The first transceiver module 111 is configured to obtain basic information corresponding to a vehicle within a setting range of a current position of the vehicle, and determine, when a threatening vehicle exists in a corresponding blind area, a target vehicle for detecting the blind area according to the basic information, where the basic information at least includes: identification information of the vehicle, position information of the vehicle, and a yaw angle of the vehicle; and/or acquiring warning information sent by a road side unit when threat risks exist in a blind area corresponding to the current position of the vehicle, wherein the warning information carries identification information of a target vehicle for detecting the blind area; the first processing module 112 is configured to start a monitoring data receiving thread according to the identification information of the target vehicle, and receive the current monitoring data of the target vehicle through the monitoring data receiving thread.
It should be noted that the first transceiver 12 may perform V2X communication in the DSRC mode, and in other embodiments, may also implement communication in the Uu interface of the LTE-V or 5G technology.
In one embodiment, the processing flow of the on-board unit 11 is shown in fig. 12. The method comprises the following steps:
step 1201, initializing;
when the vehicle-mounted unit is powered on, the software can execute software and hardware initialization, such as camera parameter configuration, DSRC transceiver module initialization and the like.
Step 1202, starting an RTP packing and sending thread;
and after the initialization is finished, starting RTP packing and sending threads.
Step 1203, acquiring self parameter information;
the vehicle-mounted unit collects information such as self GPS coordinates, speed, yaw angle, acceleration and the like through a vehicle-mounted sensor, and the information is used for generating basic information of the vehicle.
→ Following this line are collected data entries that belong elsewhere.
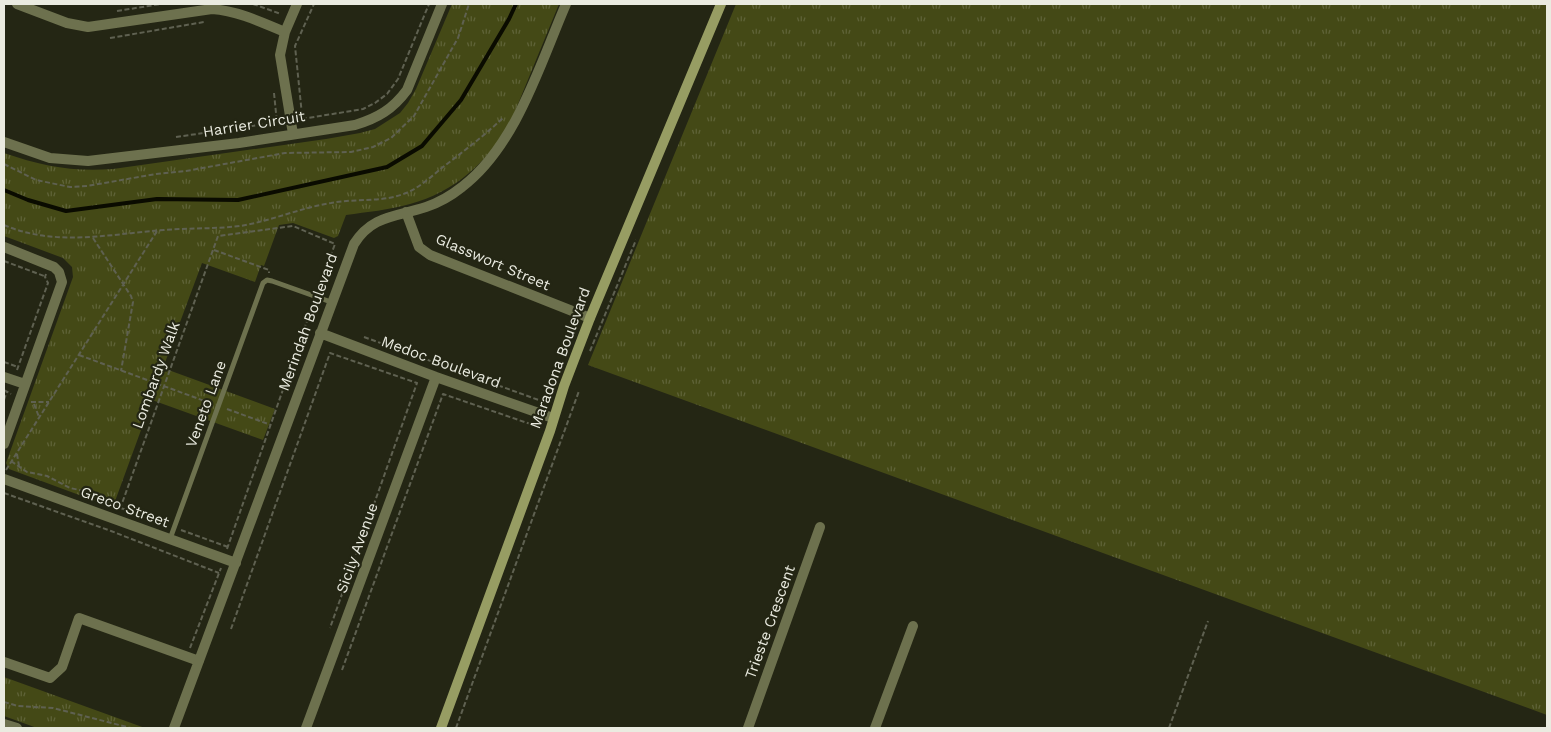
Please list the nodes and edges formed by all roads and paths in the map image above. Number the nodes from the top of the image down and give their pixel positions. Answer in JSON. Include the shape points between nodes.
{"nodes":[{"id":1,"x":17,"y":4,"type":"edge"},
{"id":2,"x":161,"y":4,"type":"edge"},
{"id":3,"x":253,"y":4,"type":"edge"},
{"id":4,"x":296,"y":4,"type":"edge"},
{"id":5,"x":314,"y":4,"type":"edge"},
{"id":6,"x":428,"y":4,"type":"edge"},
{"id":7,"x":442,"y":4,"type":"edge"},
{"id":8,"x":566,"y":4,"type":"edge"},
{"id":9,"x":721,"y":4,"type":"edge"},
{"id":10,"x":181,"y":8,"type":"edge"},
{"id":11,"x":114,"y":11,"type":"dead end"},
{"id":12,"x":282,"y":14,"type":"dead end"},
{"id":13,"x":205,"y":22,"type":"dead end"},
{"id":14,"x":285,"y":32,"type":"junction"},
{"id":15,"x":110,"y":38,"type":"dead end"},
{"id":16,"x":505,"y":116,"type":"dead end"},
{"id":17,"x":277,"y":123,"type":"dead end"},
{"id":18,"x":293,"y":134,"type":"junction"},
{"id":19,"x":176,"y":137,"type":"dead end"},
{"id":20,"x":4,"y":142,"type":"edge"},
{"id":21,"x":406,"y":212,"type":"junction"},
{"id":22,"x":4,"y":225,"type":"edge"},
{"id":23,"x":157,"y":231,"type":"junction"},
{"id":24,"x":93,"y":237,"type":"junction"},
{"id":25,"x":4,"y":248,"type":"edge"},
{"id":26,"x":214,"y":250,"type":"junction"},
{"id":27,"x":4,"y":262,"type":"edge"},
{"id":28,"x":269,"y":280,"type":"junction"},
{"id":29,"x":123,"y":284,"type":"junction"},
{"id":30,"x":316,"y":297,"type":"junction"},
{"id":31,"x":331,"y":302,"type":"junction"},
{"id":32,"x":590,"y":318,"type":"junction"},
{"id":33,"x":320,"y":333,"type":"junction"},
{"id":34,"x":364,"y":337,"type":"dead end"},
{"id":35,"x":79,"y":355,"type":"junction"},
{"id":36,"x":4,"y":362,"type":"edge"},
{"id":37,"x":121,"y":371,"type":"junction"},
{"id":38,"x":4,"y":377,"type":"edge"},
{"id":39,"x":436,"y":377,"type":"junction"},
{"id":40,"x":25,"y":384,"type":"junction"},
{"id":41,"x":164,"y":386,"type":"junction"},
{"id":42,"x":6,"y":391,"type":"edge"},
{"id":43,"x":579,"y":391,"type":"dead end"},
{"id":44,"x":4,"y":400,"type":"edge"},
{"id":45,"x":28,"y":401,"type":"dead end"},
{"id":46,"x":49,"y":402,"type":"junction"},
{"id":47,"x":34,"y":404,"type":"junction"},
{"id":48,"x":218,"y":406,"type":"junction"},
{"id":49,"x":557,"y":406,"type":"junction"},
{"id":50,"x":39,"y":417,"type":"junction"},
{"id":51,"x":553,"y":418,"type":"junction"},
{"id":52,"x":271,"y":425,"type":"junction"},
{"id":53,"x":550,"y":431,"type":"junction"},
{"id":54,"x":4,"y":444,"type":"edge"},
{"id":55,"x":16,"y":453,"type":"junction"},
{"id":56,"x":11,"y":461,"type":"junction"},
{"id":57,"x":19,"y":466,"type":"junction"},
{"id":58,"x":5,"y":474,"type":"edge"},
{"id":59,"x":4,"y":493,"type":"edge"},
{"id":60,"x":820,"y":527,"type":"dead end"},
{"id":61,"x":170,"y":540,"type":"junction"},
{"id":62,"x":224,"y":560,"type":"junction"},
{"id":63,"x":236,"y":563,"type":"junction"},
{"id":64,"x":218,"y":573,"type":"junction"},
{"id":65,"x":1208,"y":621,"type":"dead end"},
{"id":66,"x":912,"y":626,"type":"dead end"},
{"id":67,"x":231,"y":629,"type":"dead end"},
{"id":68,"x":329,"y":632,"type":"dead end"},
{"id":69,"x":186,"y":657,"type":"junction"},
{"id":70,"x":199,"y":661,"type":"junction"},
{"id":71,"x":4,"y":662,"type":"edge"},
{"id":72,"x":342,"y":670,"type":"dead end"},
{"id":73,"x":4,"y":702,"type":"edge"},
{"id":74,"x":4,"y":724,"type":"edge"},
{"id":75,"x":17,"y":728,"type":"edge"},
{"id":76,"x":131,"y":728,"type":"edge"},
{"id":77,"x":175,"y":728,"type":"edge"},
{"id":78,"x":306,"y":728,"type":"edge"},
{"id":79,"x":441,"y":728,"type":"edge"},
{"id":80,"x":456,"y":728,"type":"edge"},
{"id":81,"x":748,"y":728,"type":"edge"},
{"id":82,"x":875,"y":728,"type":"edge"},
{"id":83,"x":1168,"y":728,"type":"edge"}],
"edges":[{"from":1,"to":10,"type":"street","via":[[67,23],[88,27]]},
{"from":2,"to":11,"type":"path"},
{"from":3,"to":12,"type":"path"},
{"from":4,"to":14,"type":"street"},
{"from":5,"to":6,"type":"path","via":[[295,46],[302,119],[363,109],[387,94],[398,78]]},
{"from":7,"to":18,"type":"street","name":"Harrier Circuit","via":[[406,90],[386,113],[356,125]]},
{"from":8,"to":21,"type":"street","name":"Merindah Boulevard","via":[[526,99],[496,154],[462,187],[427,207]]},
{"from":9,"to":32,"type":"street","name":"Maradona Boulevard"},
{"from":10,"to":14,"type":"street","via":[[229,10]]},
{"from":13,"to":15,"type":"path"},
{"from":14,"to":18,"type":"street","via":[[280,55]]},
{"from":16,"to":23,"type":"path","via":[[407,193],[390,198],[318,205],[239,226]]},
{"from":17,"to":19,"type":"path"},
{"from":18,"to":20,"type":"street","name":"Harrier Circuit","via":[[88,161],[50,158]]},
{"from":21,"to":31,"type":"street","name":"Merindah Boulevard","via":[[376,222],[360,233]]},
{"from":21,"to":32,"type":"street","name":"Glasswort Street","via":[[419,247],[430,255]]},
{"from":22,"to":24,"type":"path","via":[[45,237]]},
{"from":23,"to":24,"type":"path"},
{"from":23,"to":29,"type":"path"},
{"from":24,"to":29,"type":"path"},
{"from":25,"to":40,"type":"street","via":[[50,264],[61,276],[60,290]]},
{"from":26,"to":28,"type":"path","via":[[269,270]]},
{"from":26,"to":30,"type":"path","name":"Lombardy Walk","via":[[218,236],[293,226],[336,244]]},
{"from":26,"to":41,"type":"path","name":"Lombardy Walk"},
{"from":27,"to":36,"type":"path","via":[[45,276],[48,283],[18,367]]},
{"from":28,"to":30,"type":"lane"},
{"from":28,"to":48,"type":"lane","name":"Veneto Lane","via":[[263,283]]},
{"from":29,"to":35,"type":"path"},
{"from":29,"to":37,"type":"path","via":[[131,296],[133,307]]},
{"from":30,"to":31,"type":"lane"},
{"from":30,"to":52,"type":"path"},
{"from":31,"to":33,"type":"street","name":"Merindah Boulevard"},
{"from":32,"to":49,"type":"street","name":"Maradona Boulevard"},
{"from":33,"to":39,"type":"street","name":"Medoc Boulevard"},
{"from":33,"to":63,"type":"street","name":"Merindah Boulevard"},
{"from":34,"to":49,"type":"path"},
{"from":35,"to":37,"type":"path"},
{"from":35,"to":46,"type":"path"},
{"from":37,"to":41,"type":"path"},
{"from":38,"to":40,"type":"street"},
{"from":39,"to":51,"type":"street","name":"Medoc Boulevard"},
{"from":39,"to":78,"type":"street","name":"Sicily Avenue"},
{"from":40,"to":54,"type":"street"},
{"from":41,"to":48,"type":"path"},
{"from":41,"to":57,"type":"path","name":"Lombardy Walk","via":[[120,508],[89,492],[70,488]]},
{"from":42,"to":44,"type":"path"},
{"from":43,"to":80,"type":"path"},
{"from":45,"to":47,"type":"path"},
{"from":46,"to":47,"type":"path"},
{"from":46,"to":50,"type":"path"},
{"from":47,"to":50,"type":"path"},
{"from":48,"to":52,"type":"path"},
{"from":48,"to":61,"type":"lane","name":"Veneto Lane"},
{"from":49,"to":51,"type":"street","name":"Maradona Boulevard"},
{"from":50,"to":55,"type":"path"},
{"from":51,"to":53,"type":"street","name":"Maradona Boulevard"},
{"from":52,"to":62,"type":"path"},
{"from":53,"to":72,"type":"path","via":[[443,394]]},
{"from":53,"to":79,"type":"street","name":"Maradona Boulevard"},
{"from":55,"to":56,"type":"path"},
{"from":55,"to":57,"type":"path"},
{"from":56,"to":57,"type":"path"},
{"from":56,"to":58,"type":"path"},
{"from":58,"to":61,"type":"street","name":"Greco Street"},
{"from":59,"to":64,"type":"path"},
{"from":60,"to":81,"type":"street","name":"Trieste Crescent"},
{"from":61,"to":62,"type":"street","name":"Greco Street"},
{"from":62,"to":63,"type":"street","name":"Greco Street"},
{"from":62,"to":64,"type":"path"},
{"from":63,"to":70,"type":"street","name":"Merindah Boulevard"},
{"from":64,"to":69,"type":"path"},
{"from":65,"to":83,"type":"path"},
{"from":66,"to":82,"type":"street"},
{"from":67,"to":68,"type":"path","via":[[330,353],[417,383]]},
{"from":69,"to":70,"type":"street"},
{"from":69,"to":71,"type":"street","via":[[78,618],[62,666],[50,678]]},
{"from":70,"to":77,"type":"street","name":"Merindah Boulevard"},
{"from":73,"to":76,"type":"path","via":[[53,708]]},
{"from":74,"to":75,"type":"street"}]}
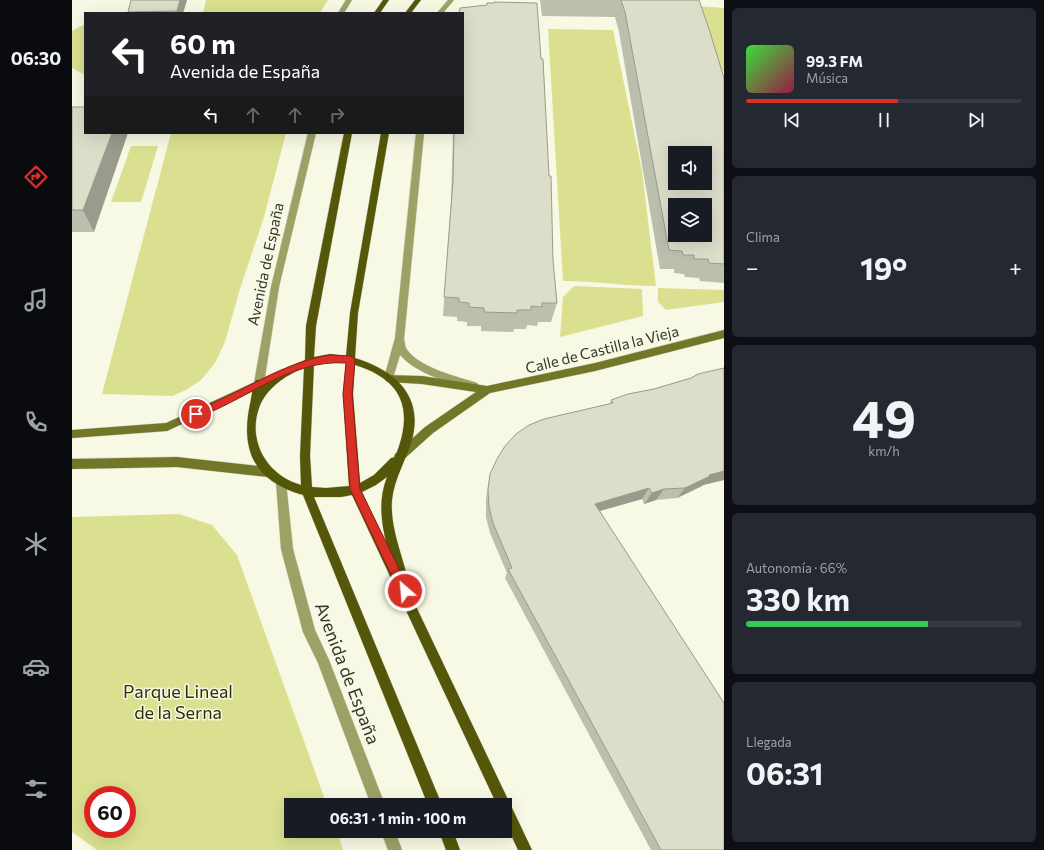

Step 1204, judge whether to receive BSM packet;
the vehicle-mounted unit judges whether BSM packets of other vehicles are received through the DSRC receiving module, and the BSM packets comprise: location information of the vehicle (e.g., latitude and longitude), speed, yaw angle, vehicle length, vehicle width, and identification information of the vehicle. If a BSM packet is received, step 1205 is performed, otherwise step 1208 is performed.
Step 1205, unpacking the BSM packet;
the vehicle-mounted unit unpacks the received BSM packet and extracts vehicle data such as position information (such as longitude and latitude), speed, yaw angle, vehicle length, vehicle width, vehicle identification information and the like of the vehicle.
Step 1206, vehicle data storage and updating;
the vehicle-mounted unit gives a time stamp to the analyzed and extracted vehicle data, stores the data locally, and deletes the overtime data according to the time stamp to update the data, so that the storage space can be timely recovered.
Step 1207, calculating a shielded area in front of the vehicle;
and calculating the front shielded area of the vehicle according to the position information, the yaw angle and the adjacent vehicles of the vehicle.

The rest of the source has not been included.